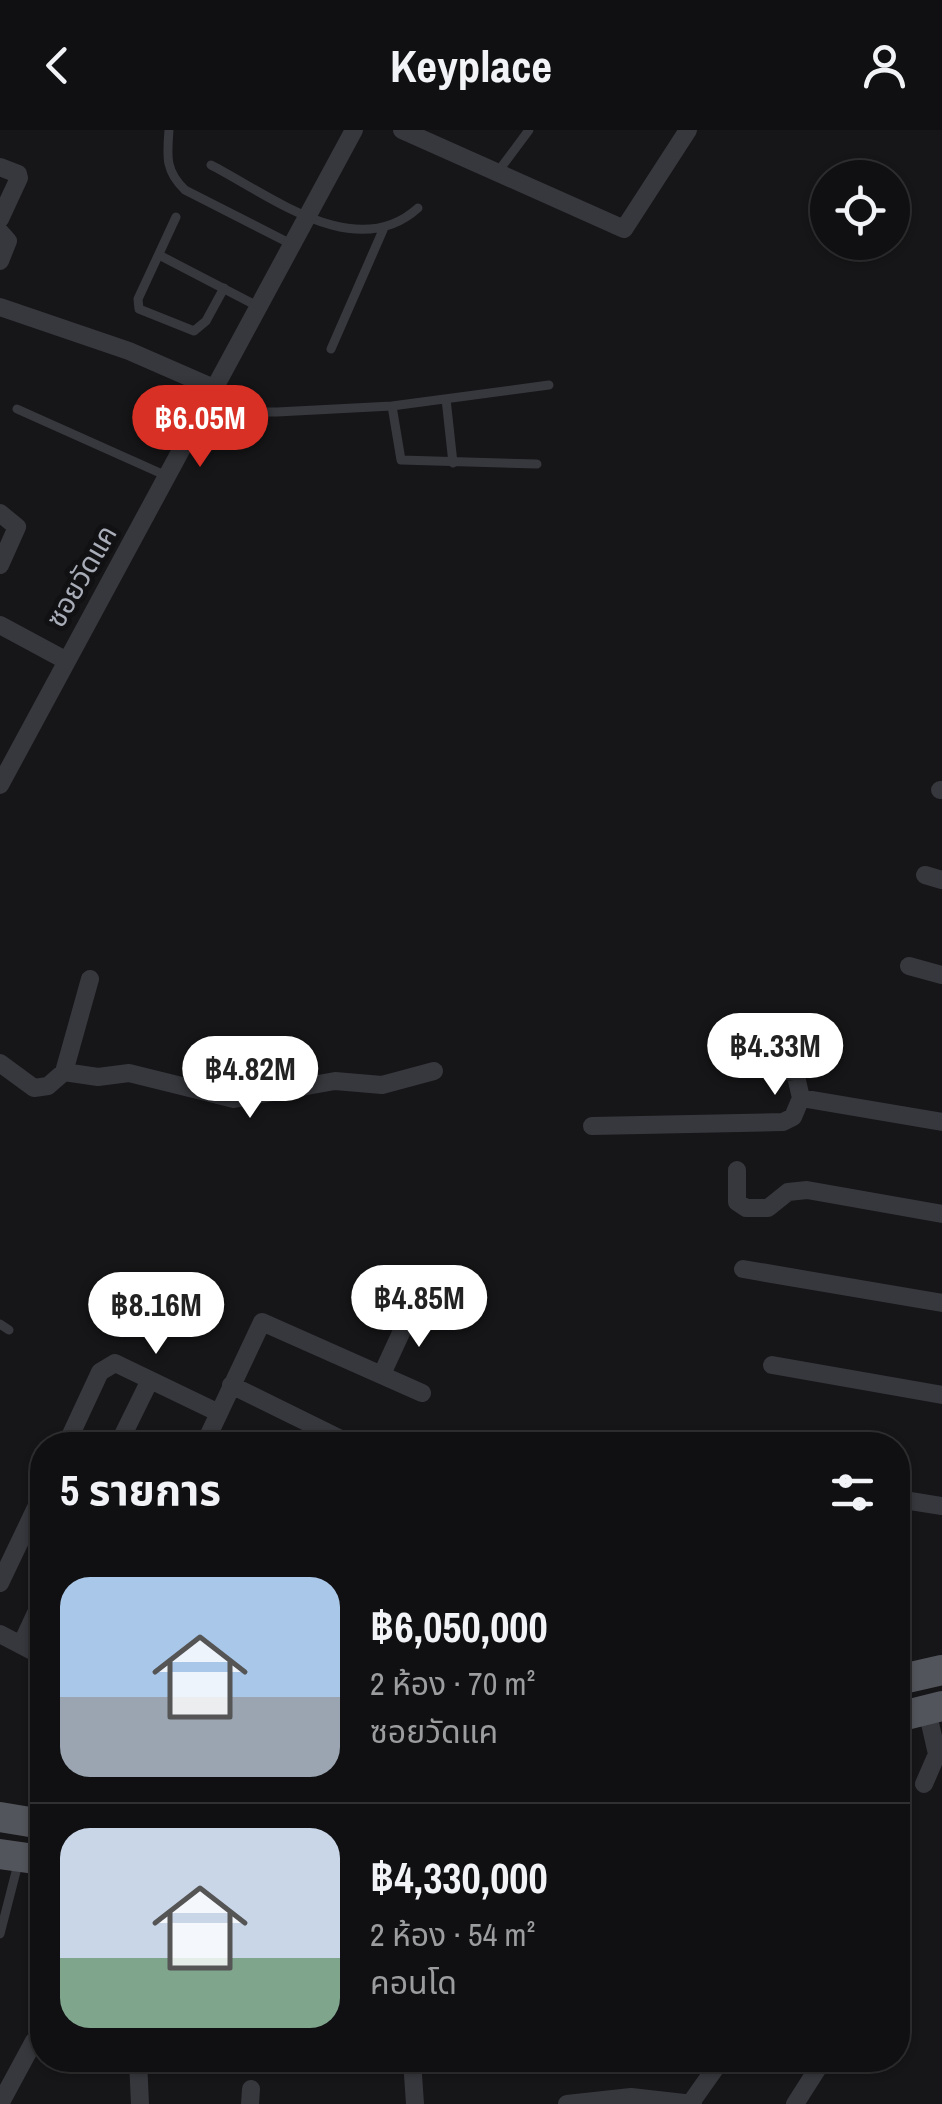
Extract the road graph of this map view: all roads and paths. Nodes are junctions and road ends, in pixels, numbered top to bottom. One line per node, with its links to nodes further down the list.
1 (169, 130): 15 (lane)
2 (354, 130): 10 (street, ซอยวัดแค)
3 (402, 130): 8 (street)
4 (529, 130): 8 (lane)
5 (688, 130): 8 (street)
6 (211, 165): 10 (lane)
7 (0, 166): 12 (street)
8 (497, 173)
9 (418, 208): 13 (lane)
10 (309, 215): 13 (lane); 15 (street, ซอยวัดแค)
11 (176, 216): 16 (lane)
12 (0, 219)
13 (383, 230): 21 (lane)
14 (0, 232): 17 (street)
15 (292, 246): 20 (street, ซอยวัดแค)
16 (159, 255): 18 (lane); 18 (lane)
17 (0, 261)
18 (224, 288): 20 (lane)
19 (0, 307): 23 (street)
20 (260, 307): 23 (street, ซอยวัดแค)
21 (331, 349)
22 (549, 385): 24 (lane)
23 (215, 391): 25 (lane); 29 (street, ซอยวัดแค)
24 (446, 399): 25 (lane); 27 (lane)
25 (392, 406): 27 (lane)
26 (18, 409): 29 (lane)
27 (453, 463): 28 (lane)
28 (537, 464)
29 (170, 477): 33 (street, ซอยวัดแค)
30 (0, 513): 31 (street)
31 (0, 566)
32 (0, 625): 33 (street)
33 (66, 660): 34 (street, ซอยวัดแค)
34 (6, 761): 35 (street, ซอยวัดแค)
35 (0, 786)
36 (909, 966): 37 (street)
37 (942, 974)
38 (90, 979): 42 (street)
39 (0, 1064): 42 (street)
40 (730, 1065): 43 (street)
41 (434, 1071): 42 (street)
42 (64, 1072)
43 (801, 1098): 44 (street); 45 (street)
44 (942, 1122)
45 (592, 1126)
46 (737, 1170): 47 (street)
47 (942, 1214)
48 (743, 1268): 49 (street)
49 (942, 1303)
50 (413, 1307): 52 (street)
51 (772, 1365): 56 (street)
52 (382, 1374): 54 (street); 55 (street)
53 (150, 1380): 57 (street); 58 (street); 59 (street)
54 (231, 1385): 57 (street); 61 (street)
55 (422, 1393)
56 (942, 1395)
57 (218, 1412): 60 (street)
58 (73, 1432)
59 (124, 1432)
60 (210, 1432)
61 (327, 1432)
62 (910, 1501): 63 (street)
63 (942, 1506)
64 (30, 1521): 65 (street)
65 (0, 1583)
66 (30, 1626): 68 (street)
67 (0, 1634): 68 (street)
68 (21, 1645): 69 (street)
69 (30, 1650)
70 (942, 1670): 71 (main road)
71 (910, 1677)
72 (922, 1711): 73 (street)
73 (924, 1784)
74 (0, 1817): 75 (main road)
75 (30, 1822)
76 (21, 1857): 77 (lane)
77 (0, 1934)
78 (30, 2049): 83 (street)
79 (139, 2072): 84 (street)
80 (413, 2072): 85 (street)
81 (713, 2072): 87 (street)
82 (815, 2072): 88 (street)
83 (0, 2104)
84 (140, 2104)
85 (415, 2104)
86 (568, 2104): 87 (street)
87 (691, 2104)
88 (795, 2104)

...

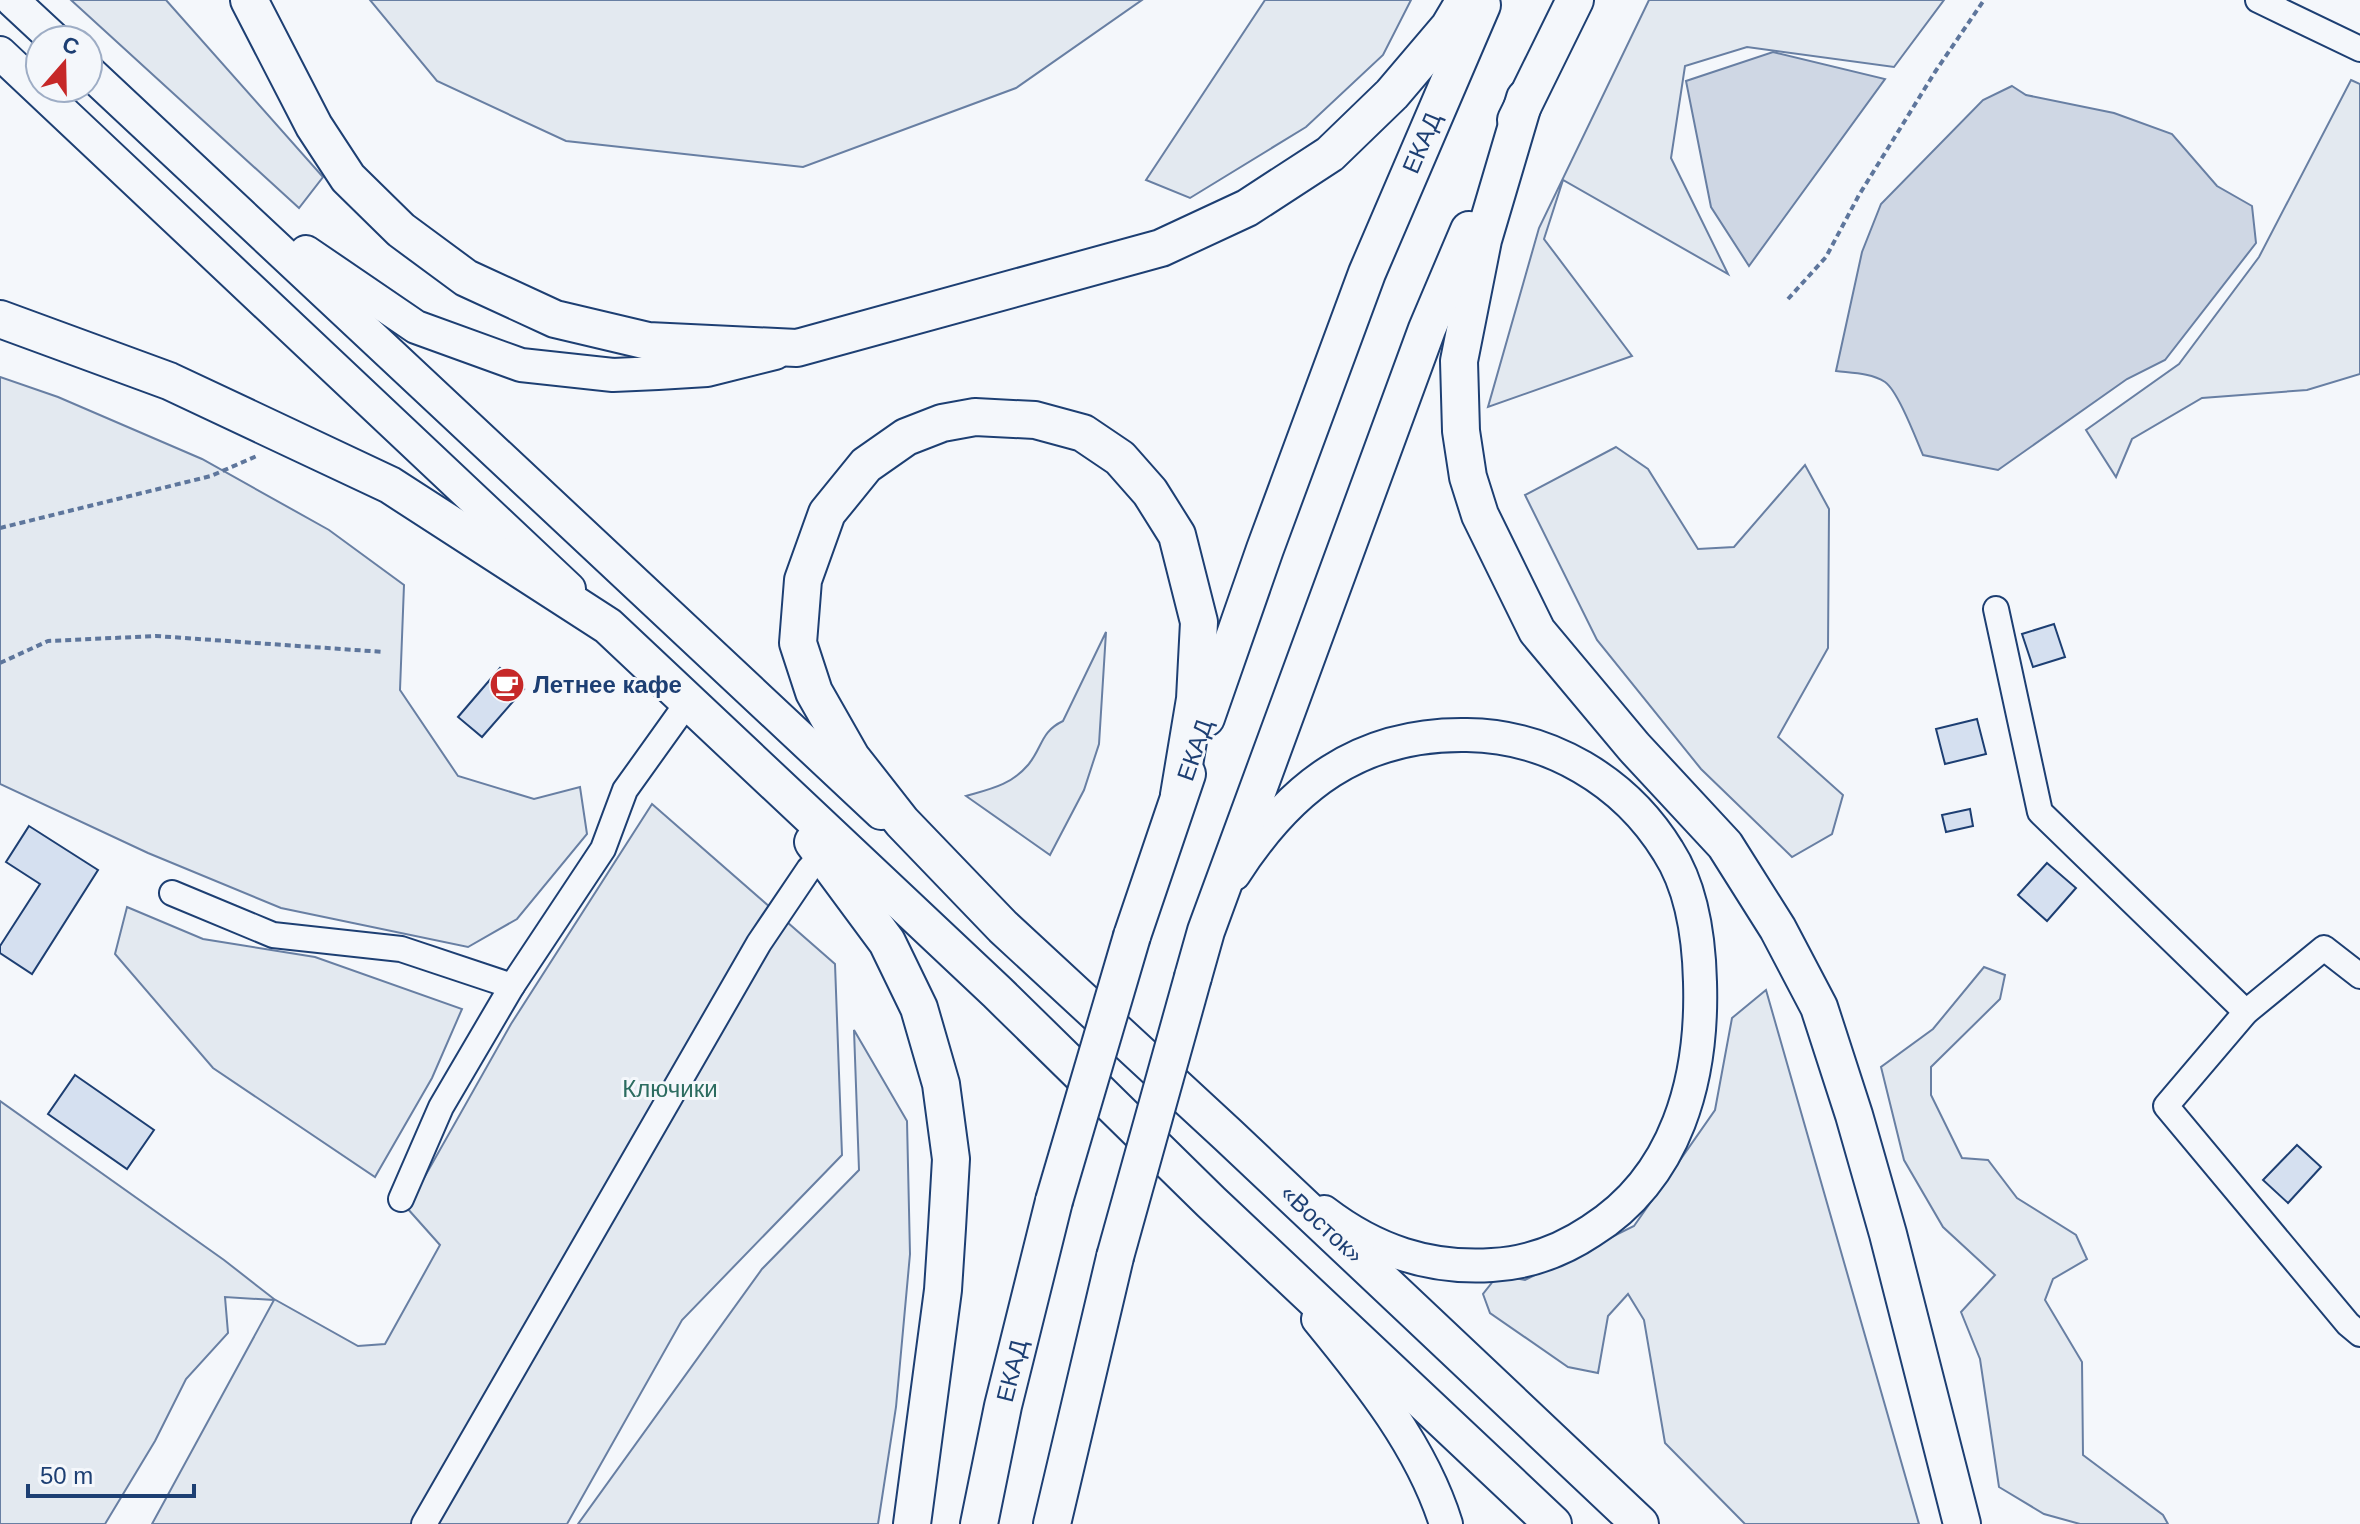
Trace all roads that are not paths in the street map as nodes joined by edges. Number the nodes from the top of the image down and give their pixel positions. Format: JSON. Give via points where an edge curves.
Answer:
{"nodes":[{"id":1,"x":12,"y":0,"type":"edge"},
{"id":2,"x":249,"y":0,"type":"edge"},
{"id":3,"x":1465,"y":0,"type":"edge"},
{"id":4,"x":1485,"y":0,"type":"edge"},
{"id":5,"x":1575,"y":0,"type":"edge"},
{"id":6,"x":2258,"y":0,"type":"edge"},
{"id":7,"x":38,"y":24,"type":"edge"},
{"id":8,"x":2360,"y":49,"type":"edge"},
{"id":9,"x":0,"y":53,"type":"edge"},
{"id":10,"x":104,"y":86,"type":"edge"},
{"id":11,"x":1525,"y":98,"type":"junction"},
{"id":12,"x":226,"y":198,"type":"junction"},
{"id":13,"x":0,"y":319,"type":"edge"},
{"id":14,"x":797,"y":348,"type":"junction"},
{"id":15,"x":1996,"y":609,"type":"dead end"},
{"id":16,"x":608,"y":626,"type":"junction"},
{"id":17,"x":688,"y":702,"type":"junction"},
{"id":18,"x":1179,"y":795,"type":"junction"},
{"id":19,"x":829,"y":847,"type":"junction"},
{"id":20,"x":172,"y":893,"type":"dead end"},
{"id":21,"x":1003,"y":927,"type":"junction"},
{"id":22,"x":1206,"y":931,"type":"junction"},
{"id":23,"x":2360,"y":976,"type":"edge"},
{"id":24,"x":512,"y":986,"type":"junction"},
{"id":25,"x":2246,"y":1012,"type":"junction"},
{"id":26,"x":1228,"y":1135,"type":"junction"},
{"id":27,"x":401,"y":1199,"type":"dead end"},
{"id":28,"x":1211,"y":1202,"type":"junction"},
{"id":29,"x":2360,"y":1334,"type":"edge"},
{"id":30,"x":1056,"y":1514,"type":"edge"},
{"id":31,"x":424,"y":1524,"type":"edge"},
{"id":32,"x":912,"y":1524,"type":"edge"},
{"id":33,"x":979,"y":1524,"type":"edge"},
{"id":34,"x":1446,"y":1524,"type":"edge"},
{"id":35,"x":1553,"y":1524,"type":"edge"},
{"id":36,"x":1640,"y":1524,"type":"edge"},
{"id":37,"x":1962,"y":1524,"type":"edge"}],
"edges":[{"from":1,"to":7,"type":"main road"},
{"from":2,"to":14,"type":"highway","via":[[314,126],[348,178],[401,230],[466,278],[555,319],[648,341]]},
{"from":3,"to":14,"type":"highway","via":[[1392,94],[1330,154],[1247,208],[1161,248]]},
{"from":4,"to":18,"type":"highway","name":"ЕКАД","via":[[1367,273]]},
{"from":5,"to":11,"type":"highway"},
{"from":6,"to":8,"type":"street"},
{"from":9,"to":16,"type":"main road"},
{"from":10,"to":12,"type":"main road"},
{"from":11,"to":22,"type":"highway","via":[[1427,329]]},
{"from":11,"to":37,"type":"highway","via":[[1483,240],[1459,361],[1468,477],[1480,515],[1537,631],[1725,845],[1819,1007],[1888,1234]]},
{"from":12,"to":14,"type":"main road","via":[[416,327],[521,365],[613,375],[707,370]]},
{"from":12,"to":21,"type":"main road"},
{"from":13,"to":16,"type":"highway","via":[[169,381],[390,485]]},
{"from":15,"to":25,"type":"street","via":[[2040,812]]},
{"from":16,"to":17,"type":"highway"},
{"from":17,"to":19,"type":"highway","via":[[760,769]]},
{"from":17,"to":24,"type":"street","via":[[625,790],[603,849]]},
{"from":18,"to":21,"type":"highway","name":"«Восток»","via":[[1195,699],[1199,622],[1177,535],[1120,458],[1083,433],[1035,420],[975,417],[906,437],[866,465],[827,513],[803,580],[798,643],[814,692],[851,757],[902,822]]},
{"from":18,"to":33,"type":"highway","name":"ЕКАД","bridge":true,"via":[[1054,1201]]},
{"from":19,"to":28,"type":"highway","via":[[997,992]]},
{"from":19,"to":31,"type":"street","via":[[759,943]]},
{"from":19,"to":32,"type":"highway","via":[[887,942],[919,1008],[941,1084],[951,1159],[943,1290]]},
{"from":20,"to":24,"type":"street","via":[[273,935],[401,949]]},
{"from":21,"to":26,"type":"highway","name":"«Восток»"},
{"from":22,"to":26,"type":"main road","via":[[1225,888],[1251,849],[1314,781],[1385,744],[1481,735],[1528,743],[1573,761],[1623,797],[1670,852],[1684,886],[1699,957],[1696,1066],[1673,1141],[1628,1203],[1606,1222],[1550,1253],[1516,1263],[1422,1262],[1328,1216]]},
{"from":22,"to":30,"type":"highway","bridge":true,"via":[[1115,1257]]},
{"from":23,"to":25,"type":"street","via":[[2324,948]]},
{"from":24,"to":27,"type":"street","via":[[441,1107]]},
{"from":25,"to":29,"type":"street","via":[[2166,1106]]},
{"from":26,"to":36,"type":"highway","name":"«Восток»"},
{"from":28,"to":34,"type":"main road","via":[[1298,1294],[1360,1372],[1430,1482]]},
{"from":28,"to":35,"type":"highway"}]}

## What is being asked:
Every line of the listing that holds "dead" should be found and copied.

## Your response:
{"id":15,"x":1996,"y":609,"type":"dead end"},
{"id":20,"x":172,"y":893,"type":"dead end"},
{"id":27,"x":401,"y":1199,"type":"dead end"},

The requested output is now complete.